What to do. Every record below is to be retyped exactly.

Input records.
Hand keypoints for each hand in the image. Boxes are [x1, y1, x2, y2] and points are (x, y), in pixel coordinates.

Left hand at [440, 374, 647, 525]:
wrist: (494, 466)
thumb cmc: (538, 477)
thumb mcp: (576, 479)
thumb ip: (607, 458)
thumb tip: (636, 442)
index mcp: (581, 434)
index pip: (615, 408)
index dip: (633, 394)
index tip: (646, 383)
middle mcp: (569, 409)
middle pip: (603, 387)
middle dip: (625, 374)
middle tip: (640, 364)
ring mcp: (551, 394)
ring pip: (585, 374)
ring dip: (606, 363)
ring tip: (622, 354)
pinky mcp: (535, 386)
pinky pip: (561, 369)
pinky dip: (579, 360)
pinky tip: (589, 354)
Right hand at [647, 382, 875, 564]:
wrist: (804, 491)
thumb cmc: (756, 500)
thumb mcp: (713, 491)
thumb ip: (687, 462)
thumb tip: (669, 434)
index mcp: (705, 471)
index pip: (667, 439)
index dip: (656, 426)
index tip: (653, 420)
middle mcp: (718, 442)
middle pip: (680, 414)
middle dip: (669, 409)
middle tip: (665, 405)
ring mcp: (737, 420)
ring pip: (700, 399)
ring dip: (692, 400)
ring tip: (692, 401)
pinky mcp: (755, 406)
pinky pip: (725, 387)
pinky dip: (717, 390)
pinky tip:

Task solution.
Hand keypoints for each hand in the image. Boxes are [x1, y1, x2, y2] and points are (x, y), in pixel coordinates.

Left hand at [440, 374, 647, 525]:
wrist: (494, 466)
thumb cmc: (538, 477)
thumb mcp: (576, 479)
thumb ip: (607, 458)
thumb tip: (636, 442)
index mcp: (581, 434)
index pip: (615, 408)
index dip: (633, 394)
index tip: (646, 383)
middle mcp: (569, 409)
middle pip: (603, 387)
middle dip: (625, 374)
middle tip: (640, 364)
ring mcp: (551, 394)
ring pip: (585, 374)
ring dip: (606, 363)
ring tip: (622, 354)
pinky mcp: (535, 386)
pinky pip: (561, 369)
pinky dip: (579, 360)
pinky tip: (589, 354)
Right hand at [647, 382, 875, 564]:
wrist: (804, 491)
thumb cmc: (756, 500)
thumb mcp: (713, 491)
thumb ip: (687, 462)
thumb tip: (669, 434)
index mcp: (705, 471)
index pip: (667, 439)
index dip: (656, 426)
index tip: (653, 420)
middle mcp: (718, 442)
middle pip: (680, 414)
middle dip: (669, 409)
middle tip: (665, 405)
ring mcp: (737, 420)
ring pip: (700, 399)
ring dip: (692, 400)
ring tip: (692, 401)
pinky mcp: (755, 406)
pinky pip: (725, 387)
pinky dip: (717, 390)
pinky tip:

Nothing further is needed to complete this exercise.